● Problem:
What is needed is an exact copy of the listing, with no pictures in it.

● Records provided:
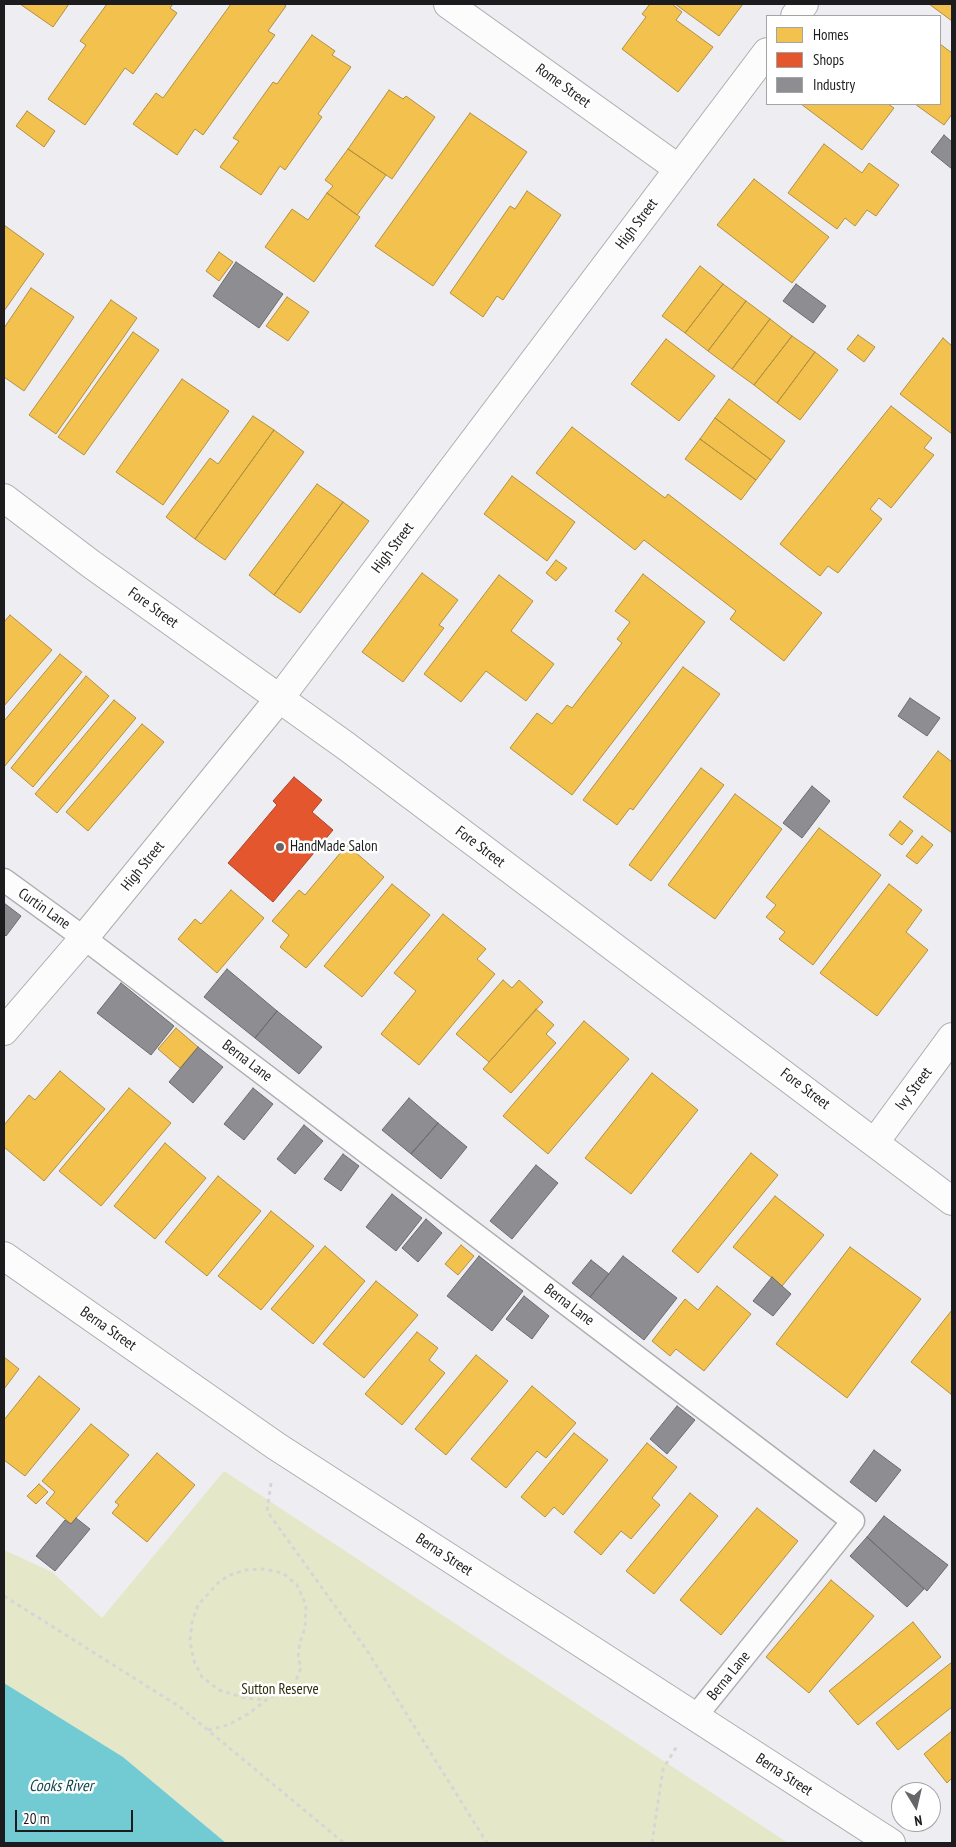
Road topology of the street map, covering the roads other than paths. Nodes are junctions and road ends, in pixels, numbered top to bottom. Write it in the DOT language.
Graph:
graph roads {
  1 [pos="448,4"];
  2 [pos="804,4"];
  3 [pos="796,15"];
  4 [pos="766,53"];
  5 [pos="678,169"];
  6 [pos="4,498"];
  7 [pos="279,699"];
  8 [pos="4,880"];
  9 [pos="84,938"];
  10 [pos="4,1031"];
  11 [pos="952,1037"];
  12 [pos="875,1142"];
  13 [pos="952,1201"];
  14 [pos="4,1256"];
  15 [pos="695,1718"];
  16 [pos="891,1843"];
  1 -- 5 [label="street, Rome Street"];
  2 -- 3 [label="street"];
  4 -- 5 [label="street, High Street"];
  5 -- 7 [label="street, High Street"];
  6 -- 7 [label="street, Fore Street"];
  7 -- 9 [label="street, High Street"];
  7 -- 12 [label="street, Fore Street"];
  8 -- 9 [label="lane, Curtin Lane"];
  9 -- 10 [label="street, High Street"];
  9 -- 15 [label="lane, Berna Lane"];
  11 -- 12 [label="street, Ivy Street"];
  12 -- 13 [label="street, Fore Street"];
  14 -- 15 [label="street, Berna Street"];
  15 -- 16 [label="street, Berna Street"];
}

● Result of this exercise:
Road topology of the street map, covering the roads other than paths. Nodes are junctions and road ends, in pixels, numbered top to bottom. Write it in the DOT language.
Graph:
graph roads {
  1 [pos="448,4"];
  2 [pos="804,4"];
  3 [pos="796,15"];
  4 [pos="766,53"];
  5 [pos="678,169"];
  6 [pos="4,498"];
  7 [pos="279,699"];
  8 [pos="4,880"];
  9 [pos="84,938"];
  10 [pos="4,1031"];
  11 [pos="952,1037"];
  12 [pos="875,1142"];
  13 [pos="952,1201"];
  14 [pos="4,1256"];
  15 [pos="695,1718"];
  16 [pos="891,1843"];
  1 -- 5 [label="street, Rome Street"];
  2 -- 3 [label="street"];
  4 -- 5 [label="street, High Street"];
  5 -- 7 [label="street, High Street"];
  6 -- 7 [label="street, Fore Street"];
  7 -- 9 [label="street, High Street"];
  7 -- 12 [label="street, Fore Street"];
  8 -- 9 [label="lane, Curtin Lane"];
  9 -- 10 [label="street, High Street"];
  9 -- 15 [label="lane, Berna Lane"];
  11 -- 12 [label="street, Ivy Street"];
  12 -- 13 [label="street, Fore Street"];
  14 -- 15 [label="street, Berna Street"];
  15 -- 16 [label="street, Berna Street"];
}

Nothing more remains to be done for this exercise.